(Dataset excerpts)
☆ ☆ ☆ ☆ ☆ ☆ ☆

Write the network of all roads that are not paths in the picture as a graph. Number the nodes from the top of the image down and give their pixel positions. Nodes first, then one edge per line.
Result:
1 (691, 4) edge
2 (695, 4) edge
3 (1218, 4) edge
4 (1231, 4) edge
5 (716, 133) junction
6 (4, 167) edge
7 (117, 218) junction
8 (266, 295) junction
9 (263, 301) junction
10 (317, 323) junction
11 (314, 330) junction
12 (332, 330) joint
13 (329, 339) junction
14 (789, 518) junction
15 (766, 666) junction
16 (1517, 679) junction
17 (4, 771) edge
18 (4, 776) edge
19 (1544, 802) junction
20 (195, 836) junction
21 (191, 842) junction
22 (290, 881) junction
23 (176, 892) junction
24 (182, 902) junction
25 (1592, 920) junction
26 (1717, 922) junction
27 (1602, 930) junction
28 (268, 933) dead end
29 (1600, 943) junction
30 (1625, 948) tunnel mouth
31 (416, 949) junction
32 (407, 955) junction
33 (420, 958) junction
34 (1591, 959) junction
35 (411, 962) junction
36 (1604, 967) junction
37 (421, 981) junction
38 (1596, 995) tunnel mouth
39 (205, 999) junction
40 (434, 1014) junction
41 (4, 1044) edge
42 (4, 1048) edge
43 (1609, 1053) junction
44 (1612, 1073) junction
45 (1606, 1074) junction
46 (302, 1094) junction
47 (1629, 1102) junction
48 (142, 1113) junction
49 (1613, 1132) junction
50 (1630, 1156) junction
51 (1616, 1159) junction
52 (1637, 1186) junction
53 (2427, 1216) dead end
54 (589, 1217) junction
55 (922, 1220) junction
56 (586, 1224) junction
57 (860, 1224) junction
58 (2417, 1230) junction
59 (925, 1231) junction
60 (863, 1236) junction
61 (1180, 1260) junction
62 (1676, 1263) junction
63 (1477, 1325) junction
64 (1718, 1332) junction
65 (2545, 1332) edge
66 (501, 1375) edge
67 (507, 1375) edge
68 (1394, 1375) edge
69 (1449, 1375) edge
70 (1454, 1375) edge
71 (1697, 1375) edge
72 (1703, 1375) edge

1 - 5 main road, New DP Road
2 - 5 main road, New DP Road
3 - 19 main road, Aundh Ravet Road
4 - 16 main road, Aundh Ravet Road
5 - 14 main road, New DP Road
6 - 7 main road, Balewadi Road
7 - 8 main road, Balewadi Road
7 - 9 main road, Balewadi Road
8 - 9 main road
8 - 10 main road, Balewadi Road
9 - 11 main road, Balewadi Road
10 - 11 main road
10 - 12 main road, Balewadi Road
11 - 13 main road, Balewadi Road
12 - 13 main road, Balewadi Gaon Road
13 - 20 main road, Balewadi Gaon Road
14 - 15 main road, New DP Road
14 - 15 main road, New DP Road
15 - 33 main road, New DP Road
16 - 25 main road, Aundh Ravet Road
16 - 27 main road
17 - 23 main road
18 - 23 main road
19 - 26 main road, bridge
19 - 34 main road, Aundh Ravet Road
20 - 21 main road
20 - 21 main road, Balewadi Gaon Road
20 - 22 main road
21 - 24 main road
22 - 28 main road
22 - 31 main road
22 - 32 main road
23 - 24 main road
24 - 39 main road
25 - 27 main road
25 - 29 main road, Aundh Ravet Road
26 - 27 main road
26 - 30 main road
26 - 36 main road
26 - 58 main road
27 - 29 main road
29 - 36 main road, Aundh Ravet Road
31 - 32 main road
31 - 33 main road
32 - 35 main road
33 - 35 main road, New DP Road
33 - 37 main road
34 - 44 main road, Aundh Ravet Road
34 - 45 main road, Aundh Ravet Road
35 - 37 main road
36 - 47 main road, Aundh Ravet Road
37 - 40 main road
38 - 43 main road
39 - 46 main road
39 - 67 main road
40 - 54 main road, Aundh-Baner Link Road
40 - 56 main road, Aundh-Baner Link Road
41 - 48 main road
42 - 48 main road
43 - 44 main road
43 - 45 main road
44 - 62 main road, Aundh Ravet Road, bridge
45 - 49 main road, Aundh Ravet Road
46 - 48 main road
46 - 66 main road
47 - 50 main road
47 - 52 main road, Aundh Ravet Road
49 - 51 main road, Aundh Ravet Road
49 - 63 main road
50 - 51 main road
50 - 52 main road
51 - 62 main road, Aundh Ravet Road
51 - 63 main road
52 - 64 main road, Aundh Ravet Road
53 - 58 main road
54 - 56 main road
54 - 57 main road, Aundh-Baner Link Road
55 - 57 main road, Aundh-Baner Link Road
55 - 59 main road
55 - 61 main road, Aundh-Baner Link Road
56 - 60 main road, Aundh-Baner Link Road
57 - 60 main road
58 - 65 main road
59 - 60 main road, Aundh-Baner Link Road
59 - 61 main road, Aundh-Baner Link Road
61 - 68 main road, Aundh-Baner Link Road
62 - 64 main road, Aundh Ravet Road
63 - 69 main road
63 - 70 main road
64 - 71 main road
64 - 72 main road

☆ ☆ ☆ ☆ ☆ ☆ ☆

(Directions for this task) What this exercise asks for is an exact copy of all the records.

(Solution)
Write the network of all roads that are not paths in the picture as a graph. Number the nodes from the top of the image down and give their pixel positions. Nodes first, then one edge per line.
Result:
1 (691, 4) edge
2 (695, 4) edge
3 (1218, 4) edge
4 (1231, 4) edge
5 (716, 133) junction
6 (4, 167) edge
7 (117, 218) junction
8 (266, 295) junction
9 (263, 301) junction
10 (317, 323) junction
11 (314, 330) junction
12 (332, 330) joint
13 (329, 339) junction
14 (789, 518) junction
15 (766, 666) junction
16 (1517, 679) junction
17 (4, 771) edge
18 (4, 776) edge
19 (1544, 802) junction
20 (195, 836) junction
21 (191, 842) junction
22 (290, 881) junction
23 (176, 892) junction
24 (182, 902) junction
25 (1592, 920) junction
26 (1717, 922) junction
27 (1602, 930) junction
28 (268, 933) dead end
29 (1600, 943) junction
30 (1625, 948) tunnel mouth
31 (416, 949) junction
32 (407, 955) junction
33 (420, 958) junction
34 (1591, 959) junction
35 (411, 962) junction
36 (1604, 967) junction
37 (421, 981) junction
38 (1596, 995) tunnel mouth
39 (205, 999) junction
40 (434, 1014) junction
41 (4, 1044) edge
42 (4, 1048) edge
43 (1609, 1053) junction
44 (1612, 1073) junction
45 (1606, 1074) junction
46 (302, 1094) junction
47 (1629, 1102) junction
48 (142, 1113) junction
49 (1613, 1132) junction
50 (1630, 1156) junction
51 (1616, 1159) junction
52 (1637, 1186) junction
53 (2427, 1216) dead end
54 (589, 1217) junction
55 (922, 1220) junction
56 (586, 1224) junction
57 (860, 1224) junction
58 (2417, 1230) junction
59 (925, 1231) junction
60 (863, 1236) junction
61 (1180, 1260) junction
62 (1676, 1263) junction
63 (1477, 1325) junction
64 (1718, 1332) junction
65 (2545, 1332) edge
66 (501, 1375) edge
67 (507, 1375) edge
68 (1394, 1375) edge
69 (1449, 1375) edge
70 (1454, 1375) edge
71 (1697, 1375) edge
72 (1703, 1375) edge

1 - 5 main road, New DP Road
2 - 5 main road, New DP Road
3 - 19 main road, Aundh Ravet Road
4 - 16 main road, Aundh Ravet Road
5 - 14 main road, New DP Road
6 - 7 main road, Balewadi Road
7 - 8 main road, Balewadi Road
7 - 9 main road, Balewadi Road
8 - 9 main road
8 - 10 main road, Balewadi Road
9 - 11 main road, Balewadi Road
10 - 11 main road
10 - 12 main road, Balewadi Road
11 - 13 main road, Balewadi Road
12 - 13 main road, Balewadi Gaon Road
13 - 20 main road, Balewadi Gaon Road
14 - 15 main road, New DP Road
14 - 15 main road, New DP Road
15 - 33 main road, New DP Road
16 - 25 main road, Aundh Ravet Road
16 - 27 main road
17 - 23 main road
18 - 23 main road
19 - 26 main road, bridge
19 - 34 main road, Aundh Ravet Road
20 - 21 main road
20 - 21 main road, Balewadi Gaon Road
20 - 22 main road
21 - 24 main road
22 - 28 main road
22 - 31 main road
22 - 32 main road
23 - 24 main road
24 - 39 main road
25 - 27 main road
25 - 29 main road, Aundh Ravet Road
26 - 27 main road
26 - 30 main road
26 - 36 main road
26 - 58 main road
27 - 29 main road
29 - 36 main road, Aundh Ravet Road
31 - 32 main road
31 - 33 main road
32 - 35 main road
33 - 35 main road, New DP Road
33 - 37 main road
34 - 44 main road, Aundh Ravet Road
34 - 45 main road, Aundh Ravet Road
35 - 37 main road
36 - 47 main road, Aundh Ravet Road
37 - 40 main road
38 - 43 main road
39 - 46 main road
39 - 67 main road
40 - 54 main road, Aundh-Baner Link Road
40 - 56 main road, Aundh-Baner Link Road
41 - 48 main road
42 - 48 main road
43 - 44 main road
43 - 45 main road
44 - 62 main road, Aundh Ravet Road, bridge
45 - 49 main road, Aundh Ravet Road
46 - 48 main road
46 - 66 main road
47 - 50 main road
47 - 52 main road, Aundh Ravet Road
49 - 51 main road, Aundh Ravet Road
49 - 63 main road
50 - 51 main road
50 - 52 main road
51 - 62 main road, Aundh Ravet Road
51 - 63 main road
52 - 64 main road, Aundh Ravet Road
53 - 58 main road
54 - 56 main road
54 - 57 main road, Aundh-Baner Link Road
55 - 57 main road, Aundh-Baner Link Road
55 - 59 main road
55 - 61 main road, Aundh-Baner Link Road
56 - 60 main road, Aundh-Baner Link Road
57 - 60 main road
58 - 65 main road
59 - 60 main road, Aundh-Baner Link Road
59 - 61 main road, Aundh-Baner Link Road
61 - 68 main road, Aundh-Baner Link Road
62 - 64 main road, Aundh Ravet Road
63 - 69 main road
63 - 70 main road
64 - 71 main road
64 - 72 main road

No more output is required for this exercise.